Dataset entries
* * *

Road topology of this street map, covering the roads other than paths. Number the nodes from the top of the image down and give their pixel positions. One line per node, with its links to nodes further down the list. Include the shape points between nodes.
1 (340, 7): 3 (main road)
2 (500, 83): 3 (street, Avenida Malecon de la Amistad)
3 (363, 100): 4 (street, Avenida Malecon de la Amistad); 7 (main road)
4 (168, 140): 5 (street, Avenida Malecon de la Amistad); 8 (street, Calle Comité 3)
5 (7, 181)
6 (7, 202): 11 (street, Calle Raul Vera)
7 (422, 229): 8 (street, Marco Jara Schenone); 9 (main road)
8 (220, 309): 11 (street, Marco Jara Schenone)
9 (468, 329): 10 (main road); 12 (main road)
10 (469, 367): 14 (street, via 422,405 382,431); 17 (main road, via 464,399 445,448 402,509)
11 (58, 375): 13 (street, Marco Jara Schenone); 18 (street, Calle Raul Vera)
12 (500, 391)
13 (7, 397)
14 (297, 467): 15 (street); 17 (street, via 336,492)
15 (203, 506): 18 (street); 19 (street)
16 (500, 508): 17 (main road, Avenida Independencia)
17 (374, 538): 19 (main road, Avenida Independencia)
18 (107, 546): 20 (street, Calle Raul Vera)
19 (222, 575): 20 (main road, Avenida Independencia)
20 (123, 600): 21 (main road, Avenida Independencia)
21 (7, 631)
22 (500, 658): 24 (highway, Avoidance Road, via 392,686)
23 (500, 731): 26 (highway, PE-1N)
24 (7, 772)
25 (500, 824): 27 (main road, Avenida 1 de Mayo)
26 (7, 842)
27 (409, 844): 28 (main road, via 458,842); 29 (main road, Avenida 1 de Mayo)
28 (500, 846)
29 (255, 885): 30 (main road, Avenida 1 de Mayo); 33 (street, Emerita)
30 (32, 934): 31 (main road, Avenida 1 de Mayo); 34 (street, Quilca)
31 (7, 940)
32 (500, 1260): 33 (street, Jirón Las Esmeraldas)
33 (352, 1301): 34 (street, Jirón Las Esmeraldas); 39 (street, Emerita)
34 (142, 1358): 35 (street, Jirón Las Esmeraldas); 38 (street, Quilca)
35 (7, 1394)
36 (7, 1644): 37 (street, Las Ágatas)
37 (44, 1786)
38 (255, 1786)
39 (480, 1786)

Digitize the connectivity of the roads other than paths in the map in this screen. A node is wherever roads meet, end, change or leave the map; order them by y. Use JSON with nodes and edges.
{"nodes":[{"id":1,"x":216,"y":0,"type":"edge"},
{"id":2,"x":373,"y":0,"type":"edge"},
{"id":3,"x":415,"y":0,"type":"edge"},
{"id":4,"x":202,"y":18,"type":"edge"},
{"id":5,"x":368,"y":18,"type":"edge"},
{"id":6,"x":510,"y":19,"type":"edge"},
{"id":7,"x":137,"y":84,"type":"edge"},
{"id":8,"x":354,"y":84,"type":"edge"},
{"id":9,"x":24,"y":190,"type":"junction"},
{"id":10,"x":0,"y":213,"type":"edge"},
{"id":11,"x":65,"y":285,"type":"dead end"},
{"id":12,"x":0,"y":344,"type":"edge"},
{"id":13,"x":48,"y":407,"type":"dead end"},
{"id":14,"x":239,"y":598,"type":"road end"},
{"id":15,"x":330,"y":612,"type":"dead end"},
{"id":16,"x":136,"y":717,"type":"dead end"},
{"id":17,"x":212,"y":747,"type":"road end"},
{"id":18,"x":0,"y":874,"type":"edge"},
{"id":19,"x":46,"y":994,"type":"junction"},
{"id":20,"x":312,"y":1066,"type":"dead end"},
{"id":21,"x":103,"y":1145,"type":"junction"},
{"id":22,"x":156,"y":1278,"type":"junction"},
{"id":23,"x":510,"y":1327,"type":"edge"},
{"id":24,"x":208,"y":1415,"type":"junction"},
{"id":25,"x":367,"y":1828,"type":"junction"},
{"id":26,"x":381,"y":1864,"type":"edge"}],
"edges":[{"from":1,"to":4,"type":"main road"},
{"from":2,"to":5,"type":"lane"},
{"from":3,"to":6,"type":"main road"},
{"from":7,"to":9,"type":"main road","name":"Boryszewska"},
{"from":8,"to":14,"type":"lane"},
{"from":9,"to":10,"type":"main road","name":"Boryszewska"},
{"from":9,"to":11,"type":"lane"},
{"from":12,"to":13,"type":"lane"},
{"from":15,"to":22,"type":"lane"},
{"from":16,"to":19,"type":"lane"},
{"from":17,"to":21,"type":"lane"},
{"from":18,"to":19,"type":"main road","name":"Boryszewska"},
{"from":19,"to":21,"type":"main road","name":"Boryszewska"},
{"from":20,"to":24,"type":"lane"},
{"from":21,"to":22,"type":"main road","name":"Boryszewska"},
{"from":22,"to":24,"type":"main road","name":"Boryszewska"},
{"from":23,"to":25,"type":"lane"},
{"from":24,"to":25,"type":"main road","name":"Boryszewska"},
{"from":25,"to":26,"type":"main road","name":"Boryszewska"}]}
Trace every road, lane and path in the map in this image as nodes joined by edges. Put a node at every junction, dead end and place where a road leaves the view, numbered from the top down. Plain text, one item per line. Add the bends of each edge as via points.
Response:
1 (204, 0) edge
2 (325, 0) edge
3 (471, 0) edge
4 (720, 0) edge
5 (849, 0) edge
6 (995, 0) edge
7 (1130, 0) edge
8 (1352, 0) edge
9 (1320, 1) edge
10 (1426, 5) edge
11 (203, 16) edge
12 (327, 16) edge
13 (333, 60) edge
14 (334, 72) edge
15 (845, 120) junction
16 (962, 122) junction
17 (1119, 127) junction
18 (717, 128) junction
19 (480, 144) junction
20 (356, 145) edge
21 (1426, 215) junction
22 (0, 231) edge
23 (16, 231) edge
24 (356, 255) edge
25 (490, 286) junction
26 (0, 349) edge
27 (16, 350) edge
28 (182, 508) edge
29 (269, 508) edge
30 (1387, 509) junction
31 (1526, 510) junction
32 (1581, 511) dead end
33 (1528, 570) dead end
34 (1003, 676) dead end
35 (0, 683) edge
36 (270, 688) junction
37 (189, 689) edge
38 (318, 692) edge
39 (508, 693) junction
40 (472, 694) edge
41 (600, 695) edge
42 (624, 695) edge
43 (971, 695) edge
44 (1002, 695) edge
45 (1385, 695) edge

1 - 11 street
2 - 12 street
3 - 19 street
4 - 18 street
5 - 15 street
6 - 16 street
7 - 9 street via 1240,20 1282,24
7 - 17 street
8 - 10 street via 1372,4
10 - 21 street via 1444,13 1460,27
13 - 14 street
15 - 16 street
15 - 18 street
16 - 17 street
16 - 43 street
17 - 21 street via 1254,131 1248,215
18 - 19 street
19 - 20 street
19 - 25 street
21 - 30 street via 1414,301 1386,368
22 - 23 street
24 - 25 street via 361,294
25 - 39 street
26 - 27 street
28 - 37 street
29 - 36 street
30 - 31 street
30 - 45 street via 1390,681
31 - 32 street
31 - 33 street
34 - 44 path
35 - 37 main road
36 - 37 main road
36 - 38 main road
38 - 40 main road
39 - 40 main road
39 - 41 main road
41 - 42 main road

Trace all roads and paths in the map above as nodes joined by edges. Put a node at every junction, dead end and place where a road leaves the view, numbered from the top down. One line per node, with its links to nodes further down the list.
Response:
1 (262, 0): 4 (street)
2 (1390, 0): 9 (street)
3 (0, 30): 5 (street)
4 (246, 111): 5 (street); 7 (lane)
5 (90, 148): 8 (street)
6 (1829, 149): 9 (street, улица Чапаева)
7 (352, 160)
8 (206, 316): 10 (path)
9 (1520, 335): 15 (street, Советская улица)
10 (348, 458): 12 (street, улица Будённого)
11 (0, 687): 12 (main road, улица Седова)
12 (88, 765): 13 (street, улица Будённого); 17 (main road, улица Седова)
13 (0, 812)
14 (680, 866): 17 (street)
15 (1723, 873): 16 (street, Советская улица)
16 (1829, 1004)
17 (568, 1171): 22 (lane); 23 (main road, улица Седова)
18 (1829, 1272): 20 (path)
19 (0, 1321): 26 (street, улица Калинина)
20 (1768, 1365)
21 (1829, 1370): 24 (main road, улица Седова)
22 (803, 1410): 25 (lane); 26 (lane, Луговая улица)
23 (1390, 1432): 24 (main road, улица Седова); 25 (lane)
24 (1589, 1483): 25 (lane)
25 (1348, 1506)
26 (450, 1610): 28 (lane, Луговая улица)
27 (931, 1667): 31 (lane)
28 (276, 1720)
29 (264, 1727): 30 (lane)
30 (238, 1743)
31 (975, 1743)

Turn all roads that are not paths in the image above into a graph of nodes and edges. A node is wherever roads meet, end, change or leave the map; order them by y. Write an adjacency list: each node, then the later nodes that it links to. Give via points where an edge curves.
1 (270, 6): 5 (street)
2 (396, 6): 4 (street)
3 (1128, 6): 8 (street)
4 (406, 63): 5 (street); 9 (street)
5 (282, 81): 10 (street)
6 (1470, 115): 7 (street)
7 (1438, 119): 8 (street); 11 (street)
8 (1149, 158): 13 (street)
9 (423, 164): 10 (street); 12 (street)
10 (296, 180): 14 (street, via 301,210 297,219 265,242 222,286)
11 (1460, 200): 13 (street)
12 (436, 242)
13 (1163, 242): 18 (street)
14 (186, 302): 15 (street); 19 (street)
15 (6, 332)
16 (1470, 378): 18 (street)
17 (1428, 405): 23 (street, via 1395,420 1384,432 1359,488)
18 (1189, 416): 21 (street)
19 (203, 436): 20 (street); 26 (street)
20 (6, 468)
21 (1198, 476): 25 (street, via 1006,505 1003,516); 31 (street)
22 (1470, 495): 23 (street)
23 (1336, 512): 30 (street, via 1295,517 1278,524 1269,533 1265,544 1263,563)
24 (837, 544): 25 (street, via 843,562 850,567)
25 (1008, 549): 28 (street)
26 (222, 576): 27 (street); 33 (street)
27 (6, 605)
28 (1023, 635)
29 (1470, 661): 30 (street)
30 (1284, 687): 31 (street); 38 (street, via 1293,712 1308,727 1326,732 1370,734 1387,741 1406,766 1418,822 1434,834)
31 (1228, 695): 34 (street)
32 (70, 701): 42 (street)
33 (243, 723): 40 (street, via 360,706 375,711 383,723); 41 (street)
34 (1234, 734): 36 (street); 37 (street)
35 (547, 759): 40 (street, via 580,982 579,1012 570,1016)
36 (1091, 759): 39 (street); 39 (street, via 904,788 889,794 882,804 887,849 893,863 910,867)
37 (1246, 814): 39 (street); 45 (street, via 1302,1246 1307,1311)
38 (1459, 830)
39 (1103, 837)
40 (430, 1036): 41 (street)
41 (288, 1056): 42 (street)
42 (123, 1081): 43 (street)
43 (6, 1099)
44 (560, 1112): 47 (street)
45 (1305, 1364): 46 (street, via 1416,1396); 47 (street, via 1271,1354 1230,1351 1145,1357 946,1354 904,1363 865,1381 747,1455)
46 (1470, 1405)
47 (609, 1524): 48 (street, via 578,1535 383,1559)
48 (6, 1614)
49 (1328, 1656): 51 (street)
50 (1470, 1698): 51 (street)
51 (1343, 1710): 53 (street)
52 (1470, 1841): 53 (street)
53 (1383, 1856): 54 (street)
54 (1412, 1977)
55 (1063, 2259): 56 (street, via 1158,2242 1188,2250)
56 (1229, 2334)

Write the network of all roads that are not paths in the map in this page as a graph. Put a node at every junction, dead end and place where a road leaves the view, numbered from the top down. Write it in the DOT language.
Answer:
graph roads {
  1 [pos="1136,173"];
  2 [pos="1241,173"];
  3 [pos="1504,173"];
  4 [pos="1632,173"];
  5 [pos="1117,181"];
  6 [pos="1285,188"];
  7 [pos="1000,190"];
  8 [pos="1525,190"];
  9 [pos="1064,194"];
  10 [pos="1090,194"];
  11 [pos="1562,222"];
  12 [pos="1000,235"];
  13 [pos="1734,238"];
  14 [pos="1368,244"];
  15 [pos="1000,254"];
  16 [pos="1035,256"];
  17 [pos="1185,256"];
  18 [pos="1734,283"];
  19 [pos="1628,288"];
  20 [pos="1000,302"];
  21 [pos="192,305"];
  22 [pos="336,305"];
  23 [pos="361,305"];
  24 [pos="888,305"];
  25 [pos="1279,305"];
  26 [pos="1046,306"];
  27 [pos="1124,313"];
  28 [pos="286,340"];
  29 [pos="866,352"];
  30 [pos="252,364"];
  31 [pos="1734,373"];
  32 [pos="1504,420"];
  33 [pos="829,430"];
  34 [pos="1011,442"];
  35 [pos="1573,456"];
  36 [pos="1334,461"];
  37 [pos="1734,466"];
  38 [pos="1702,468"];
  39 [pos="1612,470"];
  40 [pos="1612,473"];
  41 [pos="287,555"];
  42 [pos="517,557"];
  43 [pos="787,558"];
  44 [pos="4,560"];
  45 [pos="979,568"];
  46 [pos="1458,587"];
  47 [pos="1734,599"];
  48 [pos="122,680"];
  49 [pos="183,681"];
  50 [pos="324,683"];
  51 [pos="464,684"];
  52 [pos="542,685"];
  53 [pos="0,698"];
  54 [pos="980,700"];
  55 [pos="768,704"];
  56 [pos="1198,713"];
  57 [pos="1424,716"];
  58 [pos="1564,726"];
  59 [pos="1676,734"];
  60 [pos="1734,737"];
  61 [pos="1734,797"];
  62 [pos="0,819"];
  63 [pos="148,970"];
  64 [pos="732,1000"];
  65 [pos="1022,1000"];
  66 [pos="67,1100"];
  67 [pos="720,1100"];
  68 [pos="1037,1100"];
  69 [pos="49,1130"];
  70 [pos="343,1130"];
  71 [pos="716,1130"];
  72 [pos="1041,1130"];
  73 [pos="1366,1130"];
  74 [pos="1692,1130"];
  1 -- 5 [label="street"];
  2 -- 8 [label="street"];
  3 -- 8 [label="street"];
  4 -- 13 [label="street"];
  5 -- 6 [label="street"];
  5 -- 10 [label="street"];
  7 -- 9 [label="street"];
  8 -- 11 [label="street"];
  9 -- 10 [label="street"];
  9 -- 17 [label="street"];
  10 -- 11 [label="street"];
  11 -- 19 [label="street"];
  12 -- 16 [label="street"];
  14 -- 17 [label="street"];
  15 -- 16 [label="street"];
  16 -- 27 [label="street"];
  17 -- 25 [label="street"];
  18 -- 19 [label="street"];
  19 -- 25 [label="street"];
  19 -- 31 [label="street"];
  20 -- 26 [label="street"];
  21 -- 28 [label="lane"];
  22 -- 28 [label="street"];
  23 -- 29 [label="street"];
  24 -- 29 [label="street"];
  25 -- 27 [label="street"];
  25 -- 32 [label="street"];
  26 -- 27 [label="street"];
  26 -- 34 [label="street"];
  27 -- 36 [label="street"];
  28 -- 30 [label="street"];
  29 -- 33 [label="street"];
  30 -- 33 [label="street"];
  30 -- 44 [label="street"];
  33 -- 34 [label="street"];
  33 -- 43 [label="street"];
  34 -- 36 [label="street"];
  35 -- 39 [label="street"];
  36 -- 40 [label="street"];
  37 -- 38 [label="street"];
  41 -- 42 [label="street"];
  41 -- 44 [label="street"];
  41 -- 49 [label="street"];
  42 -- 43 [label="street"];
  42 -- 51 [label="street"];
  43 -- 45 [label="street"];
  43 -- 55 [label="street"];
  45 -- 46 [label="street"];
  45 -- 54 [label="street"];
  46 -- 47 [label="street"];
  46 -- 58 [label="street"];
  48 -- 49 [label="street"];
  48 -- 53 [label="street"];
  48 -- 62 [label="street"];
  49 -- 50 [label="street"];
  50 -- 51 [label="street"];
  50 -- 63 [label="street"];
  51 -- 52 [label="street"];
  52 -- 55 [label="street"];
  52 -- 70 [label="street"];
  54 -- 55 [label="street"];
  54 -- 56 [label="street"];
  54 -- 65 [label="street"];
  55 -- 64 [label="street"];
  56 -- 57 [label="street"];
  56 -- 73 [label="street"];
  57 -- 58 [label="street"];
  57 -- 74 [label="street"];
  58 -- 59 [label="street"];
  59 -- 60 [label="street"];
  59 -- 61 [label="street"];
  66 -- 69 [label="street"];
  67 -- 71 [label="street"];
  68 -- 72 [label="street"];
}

* * *

> _What needs to be done_
Wherever the word "Луговая" appears in the entries above, copy that line.

> _Exercise result_
22 (803, 1410): 25 (lane); 26 (lane, Луговая улица)
26 (450, 1610): 28 (lane, Луговая улица)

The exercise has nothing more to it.